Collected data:
═══
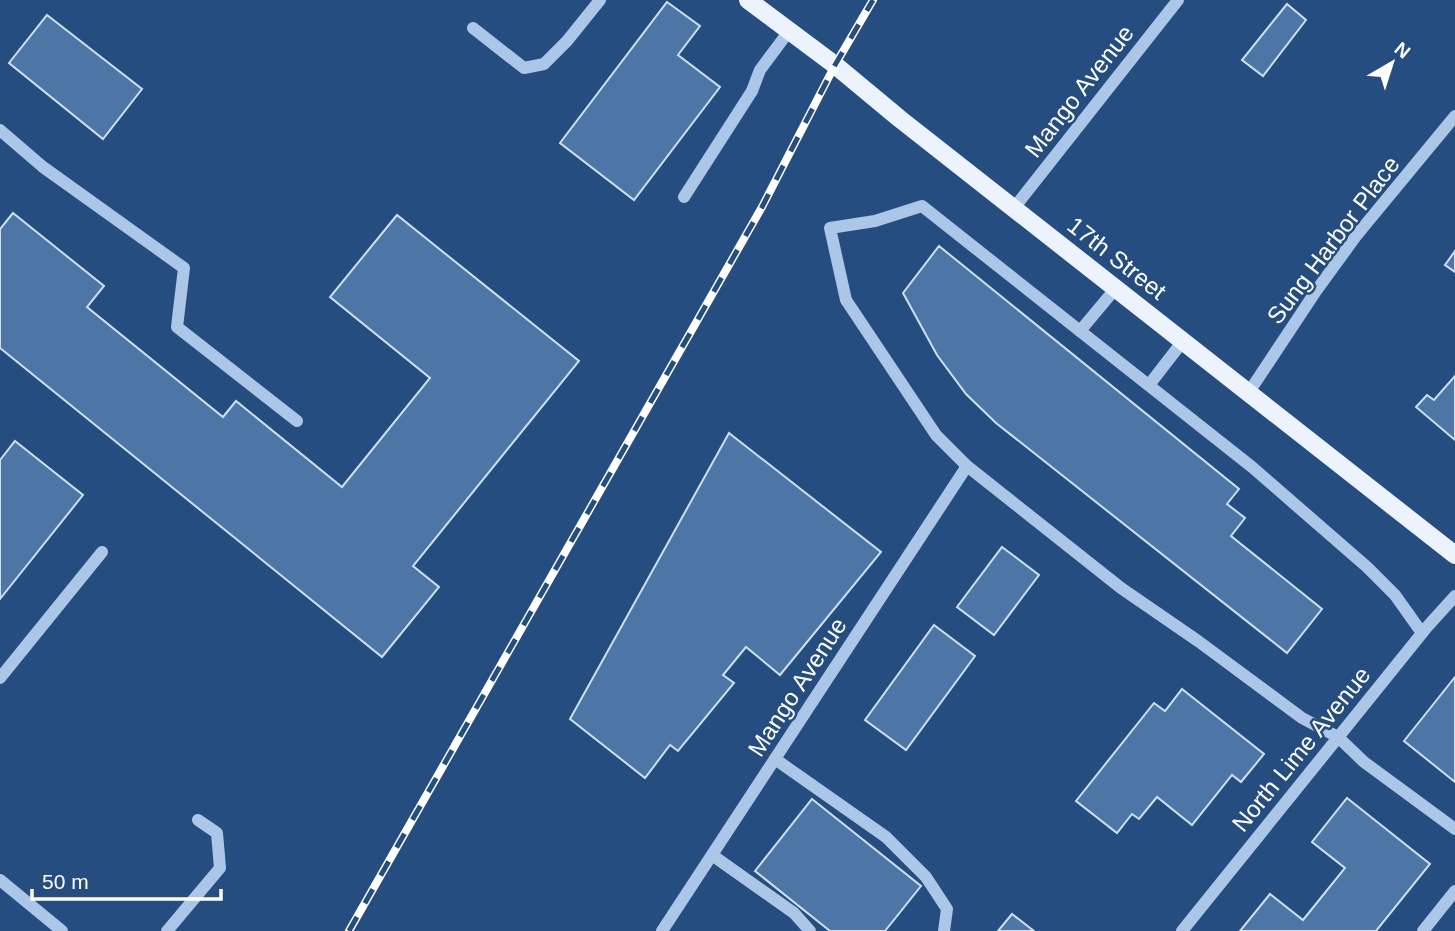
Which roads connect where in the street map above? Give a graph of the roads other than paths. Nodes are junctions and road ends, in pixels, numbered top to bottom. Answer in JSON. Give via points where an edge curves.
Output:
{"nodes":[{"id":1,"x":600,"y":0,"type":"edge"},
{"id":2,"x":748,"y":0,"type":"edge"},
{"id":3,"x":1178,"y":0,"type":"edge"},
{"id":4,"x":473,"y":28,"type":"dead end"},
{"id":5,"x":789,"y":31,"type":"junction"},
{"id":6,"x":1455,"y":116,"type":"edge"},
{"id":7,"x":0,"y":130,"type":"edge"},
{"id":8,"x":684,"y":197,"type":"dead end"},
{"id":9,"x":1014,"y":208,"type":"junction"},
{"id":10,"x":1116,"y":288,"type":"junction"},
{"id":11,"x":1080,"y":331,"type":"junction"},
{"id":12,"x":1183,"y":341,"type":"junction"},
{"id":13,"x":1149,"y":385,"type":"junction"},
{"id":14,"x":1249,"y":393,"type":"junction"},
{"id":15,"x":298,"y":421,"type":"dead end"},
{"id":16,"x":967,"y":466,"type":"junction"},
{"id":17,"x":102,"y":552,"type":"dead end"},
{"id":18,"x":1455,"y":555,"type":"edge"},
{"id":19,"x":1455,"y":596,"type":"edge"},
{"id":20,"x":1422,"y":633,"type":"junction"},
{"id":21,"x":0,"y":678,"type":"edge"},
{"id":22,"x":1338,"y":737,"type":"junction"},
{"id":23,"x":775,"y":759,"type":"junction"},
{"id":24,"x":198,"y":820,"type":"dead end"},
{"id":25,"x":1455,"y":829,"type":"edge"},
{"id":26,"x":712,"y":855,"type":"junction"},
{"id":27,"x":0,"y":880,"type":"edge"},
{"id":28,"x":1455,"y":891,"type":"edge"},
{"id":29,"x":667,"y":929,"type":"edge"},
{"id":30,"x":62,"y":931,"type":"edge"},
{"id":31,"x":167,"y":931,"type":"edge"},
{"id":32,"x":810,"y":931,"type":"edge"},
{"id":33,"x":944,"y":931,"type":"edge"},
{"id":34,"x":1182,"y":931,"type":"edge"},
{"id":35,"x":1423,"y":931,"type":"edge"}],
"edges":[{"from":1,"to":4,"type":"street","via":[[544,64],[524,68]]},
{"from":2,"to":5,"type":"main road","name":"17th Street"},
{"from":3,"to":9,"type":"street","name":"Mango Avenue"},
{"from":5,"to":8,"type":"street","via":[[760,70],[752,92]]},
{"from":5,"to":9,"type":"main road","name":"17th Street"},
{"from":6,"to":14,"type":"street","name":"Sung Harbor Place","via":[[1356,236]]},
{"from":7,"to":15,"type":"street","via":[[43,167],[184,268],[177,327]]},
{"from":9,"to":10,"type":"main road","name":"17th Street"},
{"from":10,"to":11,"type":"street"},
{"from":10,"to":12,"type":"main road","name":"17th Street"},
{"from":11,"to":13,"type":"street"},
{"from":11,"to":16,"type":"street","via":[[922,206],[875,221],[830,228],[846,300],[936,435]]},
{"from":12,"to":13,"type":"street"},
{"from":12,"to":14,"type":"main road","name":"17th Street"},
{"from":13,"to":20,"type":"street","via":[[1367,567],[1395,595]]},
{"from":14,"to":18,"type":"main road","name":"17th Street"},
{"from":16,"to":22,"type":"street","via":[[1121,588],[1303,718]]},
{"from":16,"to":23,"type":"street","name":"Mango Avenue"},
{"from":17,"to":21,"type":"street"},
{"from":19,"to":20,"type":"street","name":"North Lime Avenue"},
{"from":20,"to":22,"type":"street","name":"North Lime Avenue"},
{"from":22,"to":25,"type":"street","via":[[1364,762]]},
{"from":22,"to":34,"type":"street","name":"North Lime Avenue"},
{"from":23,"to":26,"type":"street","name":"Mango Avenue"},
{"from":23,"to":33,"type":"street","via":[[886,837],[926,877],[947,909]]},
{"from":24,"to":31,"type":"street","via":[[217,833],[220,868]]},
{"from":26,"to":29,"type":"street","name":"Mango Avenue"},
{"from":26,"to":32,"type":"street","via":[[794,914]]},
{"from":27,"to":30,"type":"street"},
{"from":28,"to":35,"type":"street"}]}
═══
Exercise directions: In the data above, tally the lines holding "dead" and answer with the figure only.

Answer to the problem: 5